- INPUT MATERIAL:
※

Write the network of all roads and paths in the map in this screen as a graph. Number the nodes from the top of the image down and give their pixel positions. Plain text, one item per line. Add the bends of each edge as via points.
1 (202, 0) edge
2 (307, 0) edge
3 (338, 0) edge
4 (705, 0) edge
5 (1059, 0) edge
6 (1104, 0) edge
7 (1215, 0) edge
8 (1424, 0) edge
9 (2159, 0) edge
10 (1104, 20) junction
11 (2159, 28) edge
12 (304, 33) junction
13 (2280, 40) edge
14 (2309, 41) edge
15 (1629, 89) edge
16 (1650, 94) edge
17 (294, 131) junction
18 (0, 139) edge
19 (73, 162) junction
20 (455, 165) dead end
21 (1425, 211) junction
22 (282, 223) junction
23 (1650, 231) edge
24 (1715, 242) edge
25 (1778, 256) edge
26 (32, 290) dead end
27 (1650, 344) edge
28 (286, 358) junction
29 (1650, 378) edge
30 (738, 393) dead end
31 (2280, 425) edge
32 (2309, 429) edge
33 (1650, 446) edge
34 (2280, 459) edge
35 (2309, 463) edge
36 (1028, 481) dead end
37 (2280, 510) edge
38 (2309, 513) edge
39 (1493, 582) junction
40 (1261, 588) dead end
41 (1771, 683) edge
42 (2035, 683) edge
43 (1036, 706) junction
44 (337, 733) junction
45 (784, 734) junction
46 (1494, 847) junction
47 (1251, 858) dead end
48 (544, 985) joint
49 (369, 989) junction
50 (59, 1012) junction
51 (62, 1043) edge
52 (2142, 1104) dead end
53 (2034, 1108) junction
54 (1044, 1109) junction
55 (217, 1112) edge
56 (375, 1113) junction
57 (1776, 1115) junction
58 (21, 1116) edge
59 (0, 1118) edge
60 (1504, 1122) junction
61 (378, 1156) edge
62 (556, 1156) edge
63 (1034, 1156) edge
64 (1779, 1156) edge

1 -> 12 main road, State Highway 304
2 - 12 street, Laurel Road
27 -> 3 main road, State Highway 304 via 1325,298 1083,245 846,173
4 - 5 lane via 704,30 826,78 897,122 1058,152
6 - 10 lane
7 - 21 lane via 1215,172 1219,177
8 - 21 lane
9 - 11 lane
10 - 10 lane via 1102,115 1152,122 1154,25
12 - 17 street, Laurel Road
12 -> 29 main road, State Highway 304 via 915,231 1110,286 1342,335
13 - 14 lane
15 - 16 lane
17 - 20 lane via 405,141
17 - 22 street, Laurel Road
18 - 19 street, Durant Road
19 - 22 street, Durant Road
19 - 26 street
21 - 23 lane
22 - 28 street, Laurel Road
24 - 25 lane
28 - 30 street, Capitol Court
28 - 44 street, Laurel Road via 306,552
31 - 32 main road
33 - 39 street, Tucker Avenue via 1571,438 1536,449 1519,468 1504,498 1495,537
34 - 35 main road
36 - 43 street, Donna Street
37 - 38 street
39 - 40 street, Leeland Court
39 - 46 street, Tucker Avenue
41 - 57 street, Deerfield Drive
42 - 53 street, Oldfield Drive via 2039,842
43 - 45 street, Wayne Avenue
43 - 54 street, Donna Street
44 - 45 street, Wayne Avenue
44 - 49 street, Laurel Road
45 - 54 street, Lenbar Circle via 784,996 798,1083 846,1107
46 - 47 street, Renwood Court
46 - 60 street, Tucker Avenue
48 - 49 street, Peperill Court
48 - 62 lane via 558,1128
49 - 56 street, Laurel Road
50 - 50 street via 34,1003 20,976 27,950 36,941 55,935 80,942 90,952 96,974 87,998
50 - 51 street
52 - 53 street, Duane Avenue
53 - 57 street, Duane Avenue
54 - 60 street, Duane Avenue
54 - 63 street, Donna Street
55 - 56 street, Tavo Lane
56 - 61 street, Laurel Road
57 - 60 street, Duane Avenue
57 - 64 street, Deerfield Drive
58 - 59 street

※

- PROMPT: Give back the whole listing, word for word.

- TASK OUTPUT:
Write the network of all roads and paths in the map in this screen as a graph. Number the nodes from the top of the image down and give their pixel positions. Plain text, one item per line. Add the bends of each edge as via points.
1 (202, 0) edge
2 (307, 0) edge
3 (338, 0) edge
4 (705, 0) edge
5 (1059, 0) edge
6 (1104, 0) edge
7 (1215, 0) edge
8 (1424, 0) edge
9 (2159, 0) edge
10 (1104, 20) junction
11 (2159, 28) edge
12 (304, 33) junction
13 (2280, 40) edge
14 (2309, 41) edge
15 (1629, 89) edge
16 (1650, 94) edge
17 (294, 131) junction
18 (0, 139) edge
19 (73, 162) junction
20 (455, 165) dead end
21 (1425, 211) junction
22 (282, 223) junction
23 (1650, 231) edge
24 (1715, 242) edge
25 (1778, 256) edge
26 (32, 290) dead end
27 (1650, 344) edge
28 (286, 358) junction
29 (1650, 378) edge
30 (738, 393) dead end
31 (2280, 425) edge
32 (2309, 429) edge
33 (1650, 446) edge
34 (2280, 459) edge
35 (2309, 463) edge
36 (1028, 481) dead end
37 (2280, 510) edge
38 (2309, 513) edge
39 (1493, 582) junction
40 (1261, 588) dead end
41 (1771, 683) edge
42 (2035, 683) edge
43 (1036, 706) junction
44 (337, 733) junction
45 (784, 734) junction
46 (1494, 847) junction
47 (1251, 858) dead end
48 (544, 985) joint
49 (369, 989) junction
50 (59, 1012) junction
51 (62, 1043) edge
52 (2142, 1104) dead end
53 (2034, 1108) junction
54 (1044, 1109) junction
55 (217, 1112) edge
56 (375, 1113) junction
57 (1776, 1115) junction
58 (21, 1116) edge
59 (0, 1118) edge
60 (1504, 1122) junction
61 (378, 1156) edge
62 (556, 1156) edge
63 (1034, 1156) edge
64 (1779, 1156) edge

1 -> 12 main road, State Highway 304
2 - 12 street, Laurel Road
27 -> 3 main road, State Highway 304 via 1325,298 1083,245 846,173
4 - 5 lane via 704,30 826,78 897,122 1058,152
6 - 10 lane
7 - 21 lane via 1215,172 1219,177
8 - 21 lane
9 - 11 lane
10 - 10 lane via 1102,115 1152,122 1154,25
12 - 17 street, Laurel Road
12 -> 29 main road, State Highway 304 via 915,231 1110,286 1342,335
13 - 14 lane
15 - 16 lane
17 - 20 lane via 405,141
17 - 22 street, Laurel Road
18 - 19 street, Durant Road
19 - 22 street, Durant Road
19 - 26 street
21 - 23 lane
22 - 28 street, Laurel Road
24 - 25 lane
28 - 30 street, Capitol Court
28 - 44 street, Laurel Road via 306,552
31 - 32 main road
33 - 39 street, Tucker Avenue via 1571,438 1536,449 1519,468 1504,498 1495,537
34 - 35 main road
36 - 43 street, Donna Street
37 - 38 street
39 - 40 street, Leeland Court
39 - 46 street, Tucker Avenue
41 - 57 street, Deerfield Drive
42 - 53 street, Oldfield Drive via 2039,842
43 - 45 street, Wayne Avenue
43 - 54 street, Donna Street
44 - 45 street, Wayne Avenue
44 - 49 street, Laurel Road
45 - 54 street, Lenbar Circle via 784,996 798,1083 846,1107
46 - 47 street, Renwood Court
46 - 60 street, Tucker Avenue
48 - 49 street, Peperill Court
48 - 62 lane via 558,1128
49 - 56 street, Laurel Road
50 - 50 street via 34,1003 20,976 27,950 36,941 55,935 80,942 90,952 96,974 87,998
50 - 51 street
52 - 53 street, Duane Avenue
53 - 57 street, Duane Avenue
54 - 60 street, Duane Avenue
54 - 63 street, Donna Street
55 - 56 street, Tavo Lane
56 - 61 street, Laurel Road
57 - 60 street, Duane Avenue
57 - 64 street, Deerfield Drive
58 - 59 street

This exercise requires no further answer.